I can be the paragon of obdurate diligence but I cannot win this war against sorrow. I cannot solve the inequality of my life or factor the equations thrust at me. Numbers swirl around as I stare at the mathematical equation called life. Possible solutions come to mind, none of them seem right. What am I doing? Pretending to be smart may get me through Algebra but not through life.
I'm the impossibility, the only problem on the test with no solution,
I'm tired because emotional days bleed into emotional nights like ink bleeding through pages.
Everything in my mind is at war, I'm feeling divided as the pain multiplies. I'm solving for unknown emotions that come without reason.
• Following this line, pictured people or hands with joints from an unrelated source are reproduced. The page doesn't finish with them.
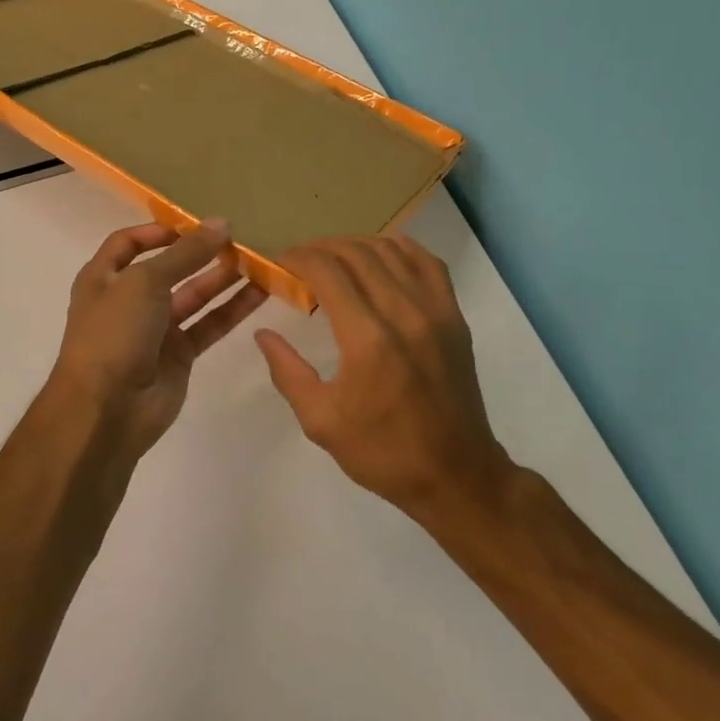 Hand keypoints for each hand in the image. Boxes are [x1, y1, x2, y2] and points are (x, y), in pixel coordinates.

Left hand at [47, 220, 267, 459]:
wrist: (106, 409)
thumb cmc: (114, 333)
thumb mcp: (145, 282)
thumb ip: (186, 253)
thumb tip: (221, 224)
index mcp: (103, 278)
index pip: (128, 243)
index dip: (158, 231)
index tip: (194, 224)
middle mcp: (128, 300)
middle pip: (168, 268)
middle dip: (200, 253)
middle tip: (238, 238)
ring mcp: (155, 330)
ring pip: (194, 296)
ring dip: (222, 278)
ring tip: (258, 260)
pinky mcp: (179, 355)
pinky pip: (209, 324)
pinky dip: (232, 309)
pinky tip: (260, 292)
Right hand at [255, 235, 511, 517]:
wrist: (455, 474)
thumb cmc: (383, 452)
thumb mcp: (320, 421)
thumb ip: (287, 371)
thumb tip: (263, 333)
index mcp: (366, 339)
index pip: (327, 271)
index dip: (297, 258)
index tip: (279, 263)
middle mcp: (402, 312)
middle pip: (356, 253)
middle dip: (320, 249)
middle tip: (299, 263)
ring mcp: (434, 310)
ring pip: (391, 250)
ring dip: (355, 246)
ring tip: (334, 260)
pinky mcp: (454, 316)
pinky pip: (428, 262)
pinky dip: (400, 249)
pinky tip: (381, 257) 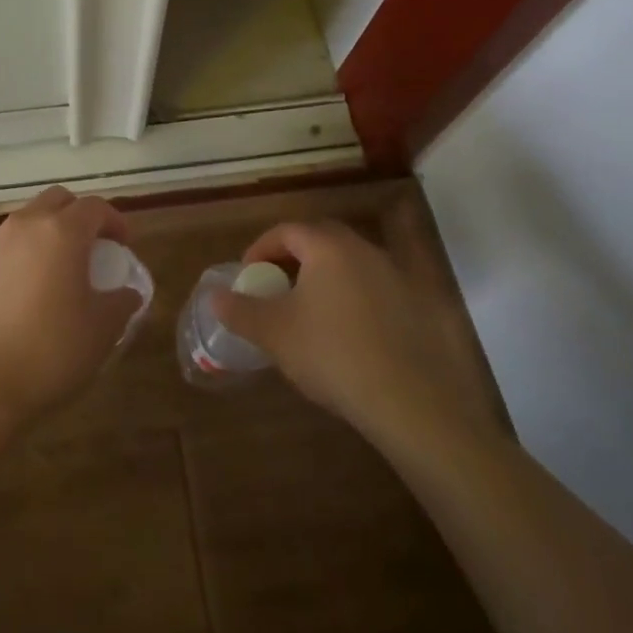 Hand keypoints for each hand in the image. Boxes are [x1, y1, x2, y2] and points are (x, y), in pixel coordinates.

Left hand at [0, 186, 142, 428]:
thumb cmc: (49, 352)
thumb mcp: (101, 331)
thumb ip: (121, 303)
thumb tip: (127, 293)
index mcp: (62, 231)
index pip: (95, 207)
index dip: (115, 222)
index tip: (124, 246)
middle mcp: (26, 225)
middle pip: (58, 200)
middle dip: (80, 216)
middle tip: (93, 249)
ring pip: (29, 219)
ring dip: (50, 232)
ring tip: (61, 270)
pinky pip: (8, 244)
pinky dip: (25, 252)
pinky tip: (30, 289)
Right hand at [211, 218, 499, 457]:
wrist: (411, 401)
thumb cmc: (332, 354)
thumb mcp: (274, 333)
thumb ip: (240, 311)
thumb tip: (214, 297)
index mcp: (327, 246)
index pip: (286, 231)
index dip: (260, 249)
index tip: (248, 276)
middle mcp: (364, 250)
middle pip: (320, 242)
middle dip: (293, 260)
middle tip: (275, 288)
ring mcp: (396, 276)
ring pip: (349, 266)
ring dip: (324, 280)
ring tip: (308, 313)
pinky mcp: (418, 307)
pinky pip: (373, 290)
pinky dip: (353, 301)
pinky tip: (346, 336) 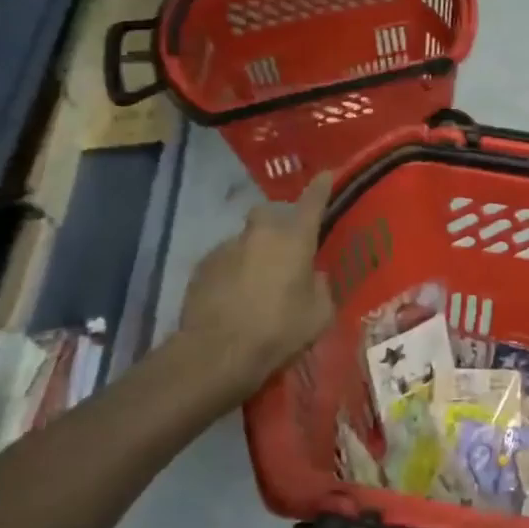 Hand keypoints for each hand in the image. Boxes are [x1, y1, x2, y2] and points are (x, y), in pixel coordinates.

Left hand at [176, 172, 334, 404]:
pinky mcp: (202, 267)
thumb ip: (321, 287)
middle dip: (279, 223)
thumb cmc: (278, 331)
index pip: (312, 202)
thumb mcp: (319, 314)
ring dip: (255, 253)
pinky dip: (233, 271)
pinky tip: (235, 297)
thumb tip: (314, 276)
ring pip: (246, 240)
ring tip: (258, 283)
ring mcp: (226, 248)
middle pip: (270, 214)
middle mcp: (260, 234)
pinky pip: (225, 261)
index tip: (326, 174)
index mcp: (294, 239)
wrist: (217, 353)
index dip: (321, 187)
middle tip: (286, 248) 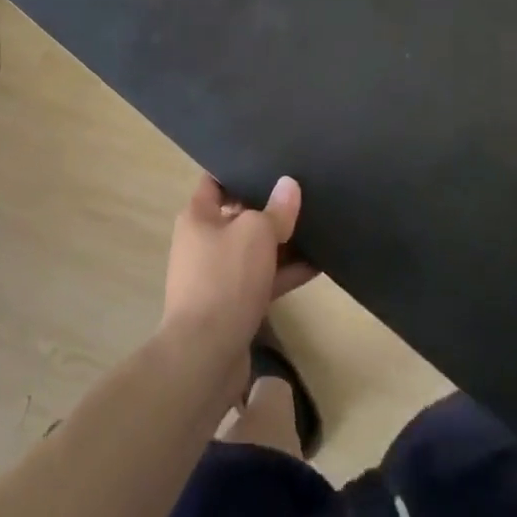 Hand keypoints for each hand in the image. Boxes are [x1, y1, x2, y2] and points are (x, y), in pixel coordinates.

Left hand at [161, 175, 316, 363]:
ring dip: (282, 243)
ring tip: (318, 227)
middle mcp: (204, 241)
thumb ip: (275, 209)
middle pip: (240, 215)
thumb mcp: (255, 233)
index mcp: (198, 215)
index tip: (270, 161)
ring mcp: (218, 275)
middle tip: (303, 193)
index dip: (240, 169)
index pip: (217, 180)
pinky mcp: (233, 305)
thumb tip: (289, 184)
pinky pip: (262, 279)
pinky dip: (285, 273)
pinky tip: (317, 266)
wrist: (206, 355)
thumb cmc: (225, 278)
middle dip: (269, 207)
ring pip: (254, 250) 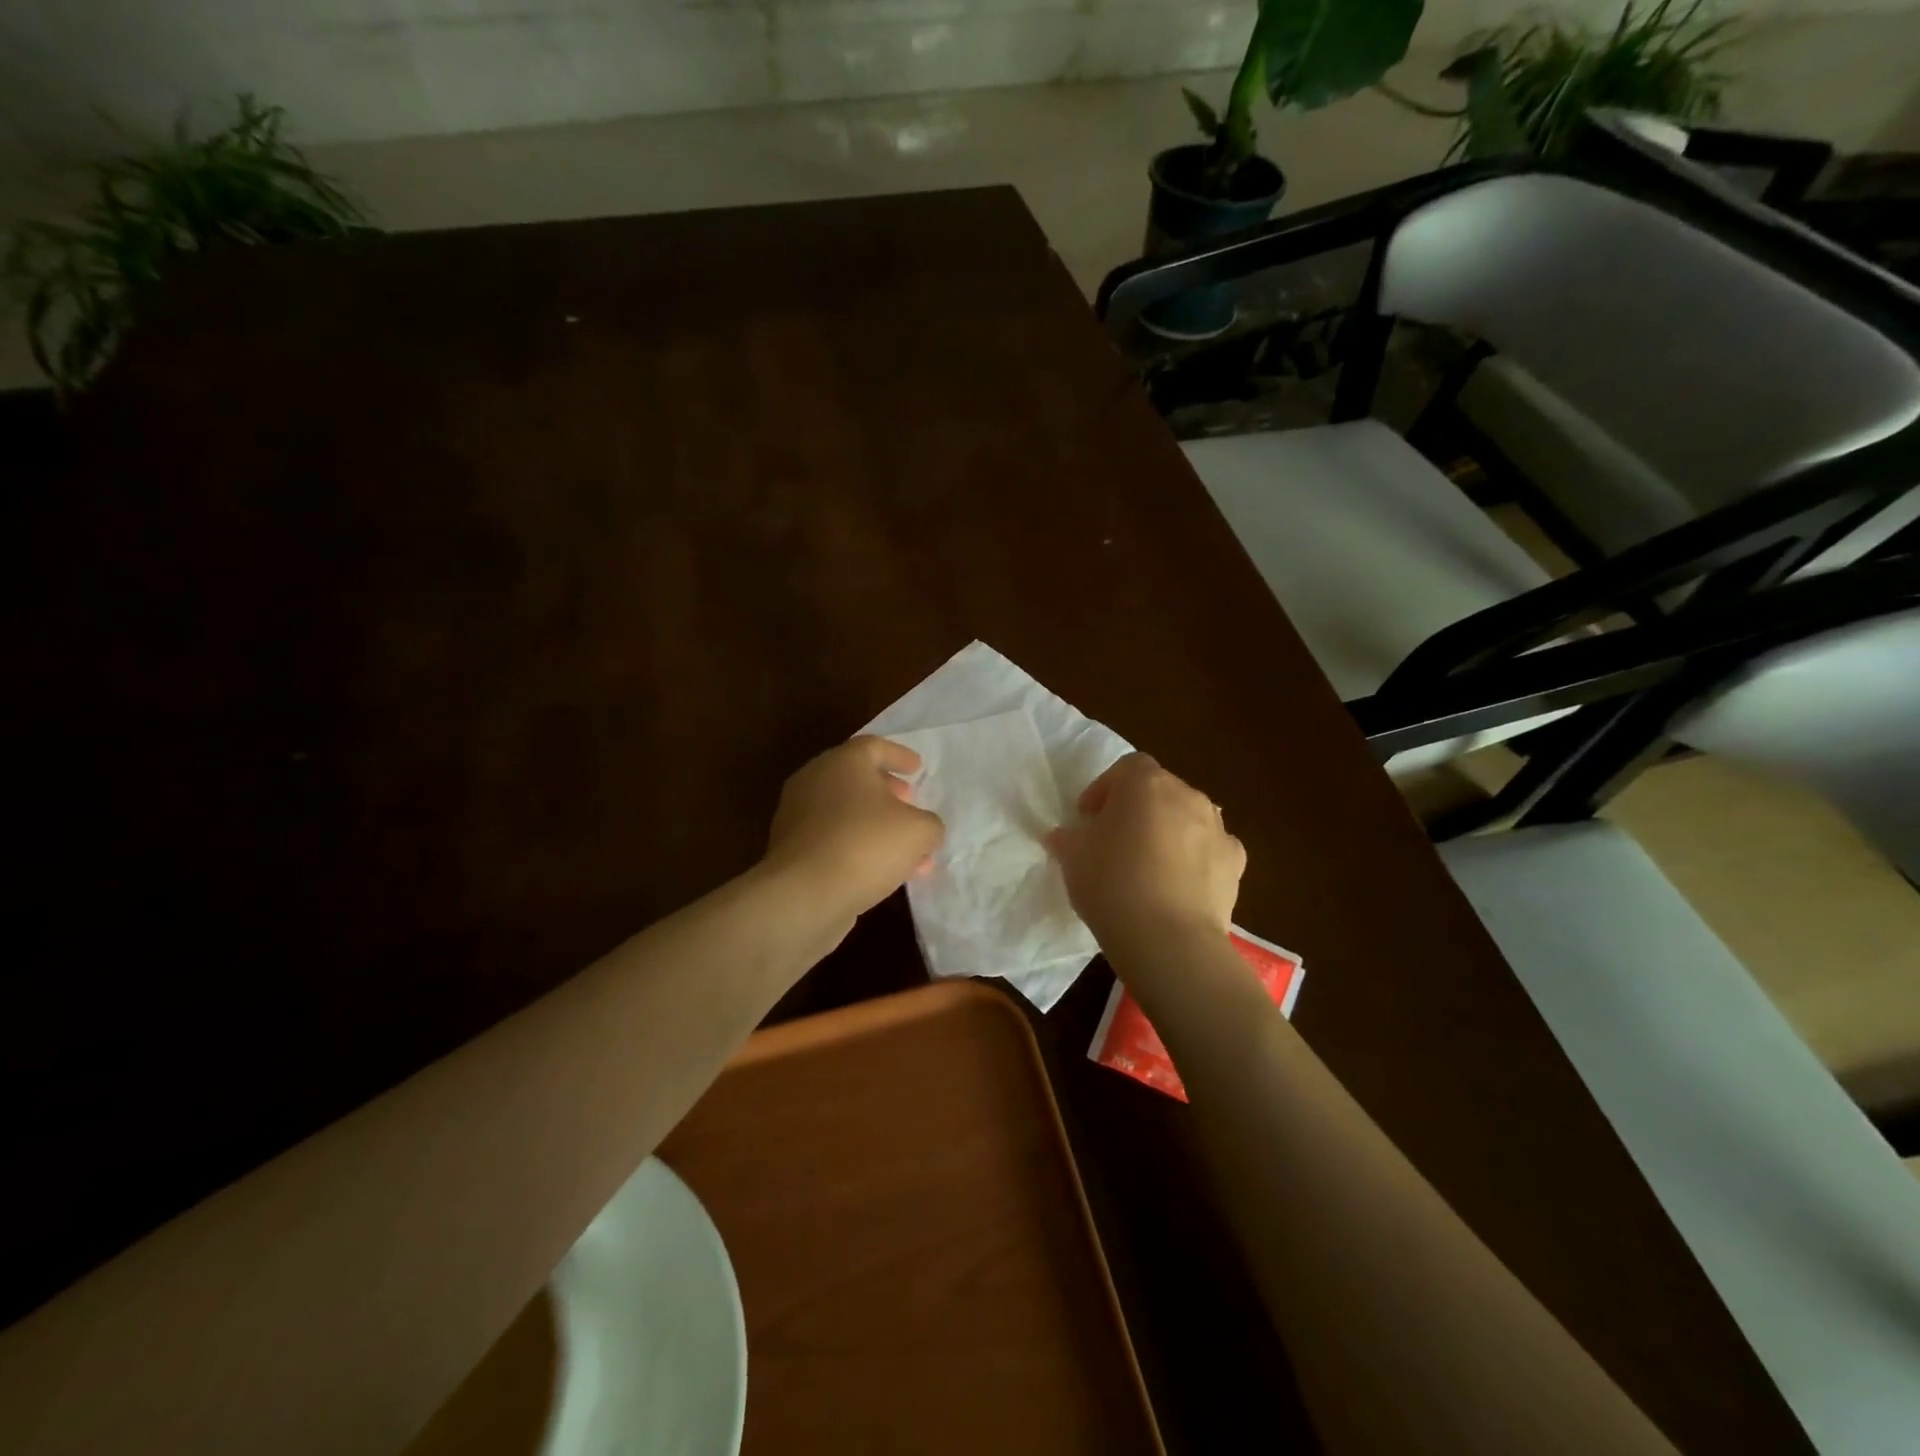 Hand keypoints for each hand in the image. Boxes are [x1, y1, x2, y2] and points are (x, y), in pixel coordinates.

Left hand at [762, 736, 944, 926]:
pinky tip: (885, 872)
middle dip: (887, 791)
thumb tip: (925, 830)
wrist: (804, 894)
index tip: (917, 767)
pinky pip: (834, 840)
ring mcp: (798, 816)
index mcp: (843, 762)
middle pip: (856, 778)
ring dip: (877, 826)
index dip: (899, 755)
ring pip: (846, 813)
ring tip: (908, 849)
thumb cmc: (866, 844)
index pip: (873, 746)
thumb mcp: (919, 831)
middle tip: (910, 802)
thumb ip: (930, 824)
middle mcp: (815, 781)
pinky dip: (860, 847)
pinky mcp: (792, 850)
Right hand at [1046, 753, 1244, 950]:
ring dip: (1168, 831)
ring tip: (1148, 866)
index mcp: (1146, 784)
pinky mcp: (1236, 863)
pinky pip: (1210, 849)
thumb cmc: (1112, 884)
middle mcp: (1187, 795)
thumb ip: (1068, 838)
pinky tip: (1179, 885)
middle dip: (1137, 809)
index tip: (1088, 818)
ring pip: (1188, 818)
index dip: (1105, 789)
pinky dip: (1196, 859)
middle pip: (1160, 790)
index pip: (1126, 768)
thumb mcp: (1073, 858)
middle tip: (1115, 841)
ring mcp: (1217, 828)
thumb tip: (1064, 836)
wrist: (1169, 939)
Supposedly math is logical but I prefer words to numbers. I think of everything I've strived for and it simply doesn't add up to perfection, it never will. Subtract the trials from my life and I might be ok but that kind of math can't be done.
Solve for X, plot the Y co-ordinate, write the answer. Maybe I don't have the solution, maybe I'm tired of looking for it. Someone give me a co-ordinate to anchor my life on and then I can plot the course. Write an answer? I'm staring a thousand questions in the face with no formula for finding an answer.
My problems add up, my sin multiplies, my soul divided as my tears reach to infinity.
But infinite in love He still reaches down to me in my doubt. The wages of sin are death but He paid it all with His life. The pain I feel is only a fraction of the pain He went through when He bore the cross for me. 100% of my sin was paid for by one Man. It doesn't add up. The solution is found in His love, the formula is rather simple: "Trust in the Lord with all your heart and lean not on your own understanding." I will anchor my life on Christ and cling to hope because I know He has already plotted out the course of my life. When the swarm of numbers threatens to overwhelm me I hear the words, "It is finished" and remember the sacrifice that divided the curtain of the temple. When Jesus is applied, my mess of problems is converted into a standard form that yields a simple answer: glorify God and enjoy Him forever.